Arya dropped her bag, and charged at Hollis, tackling the girl to the ground. She was all talk and no bite. Arya had her pinned the ground, screaming as she punched her. She could hear students yelling for a teacher, and a few boys were stupid enough to try and pull her off, she tore from their grasp, and swung a couple of punches their way, but none landed. But it had given Hollis time to try and scramble away, Arya lunged towards her, and that was when it happened—a student from art class had been walking down the hall to the janitor's closet with a tray full of paint jars, brushes, cement glue and paint remover. When she dove for Hollis, she hit into the other kid, knocking him down, and sending the tray flying. Some of the jars broken, splattering her back and hair with paint and cleaner. Hollis got away with a split lip and black eye, but Arya had gotten off far worse.
A teacher finally came, Hollis was sent to the school nurse, and Arya was stuck sitting in the principle's office, this stuff staining and doing Gods knows what else to her pretty hair, as her mother was called. Now that Arya had calmed down from her bout of anger, she felt fear as her mother came into the office, Rickon waiting in the hall.

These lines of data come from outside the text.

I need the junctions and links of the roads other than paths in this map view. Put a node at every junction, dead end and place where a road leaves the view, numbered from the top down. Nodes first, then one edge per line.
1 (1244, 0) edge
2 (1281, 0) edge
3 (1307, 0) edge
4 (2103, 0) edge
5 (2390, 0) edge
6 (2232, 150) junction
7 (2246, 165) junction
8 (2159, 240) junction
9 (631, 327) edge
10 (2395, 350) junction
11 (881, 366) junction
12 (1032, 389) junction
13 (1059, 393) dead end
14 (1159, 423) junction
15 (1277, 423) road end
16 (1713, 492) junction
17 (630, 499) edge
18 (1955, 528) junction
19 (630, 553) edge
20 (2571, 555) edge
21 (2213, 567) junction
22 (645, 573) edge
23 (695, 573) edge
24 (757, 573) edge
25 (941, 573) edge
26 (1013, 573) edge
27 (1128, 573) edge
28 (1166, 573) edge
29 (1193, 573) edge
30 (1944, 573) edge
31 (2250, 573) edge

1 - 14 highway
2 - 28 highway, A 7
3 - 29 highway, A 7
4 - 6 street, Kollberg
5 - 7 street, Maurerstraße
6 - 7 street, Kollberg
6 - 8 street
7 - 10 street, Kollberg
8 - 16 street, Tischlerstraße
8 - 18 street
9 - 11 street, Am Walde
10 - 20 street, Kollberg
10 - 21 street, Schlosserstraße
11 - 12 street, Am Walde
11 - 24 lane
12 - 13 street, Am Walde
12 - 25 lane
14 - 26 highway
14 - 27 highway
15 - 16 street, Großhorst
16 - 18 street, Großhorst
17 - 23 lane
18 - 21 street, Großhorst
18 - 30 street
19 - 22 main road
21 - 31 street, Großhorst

Catelyn didn't even look at her as she spoke with the principle, who she told about the private school and the man believed that this was for the best.
Arya was quiet as she trailed after her mother, her eyes down-cast, she didn't mean to be such a bad girl. Rickon took one look at his big sister, and knew enough not to say anything, but he took her hand. She squeezed it, before she was forced to let it go when they got into the car. Her mother didn't speak the whole way home.
"Rickon, go play." She told her son.
Rickon looked at his sister one last time before he ran off, he could see how angry mum was, and was afraid this was the last time that he'd see her. And in two days, that was going to be true and he didn't even know it yet—no one but mother and father and her, did.
"Go upstairs and wash your hair." Her mother's voice was like stone as she still didn't look at her daughter.
Arya didn't say anything and did as she was told, jumping into the shower. She washed her hair three times before she realized that the paint wasn't coming out, and grew fearful as the ends were breaking between her fingers, like they were brittle.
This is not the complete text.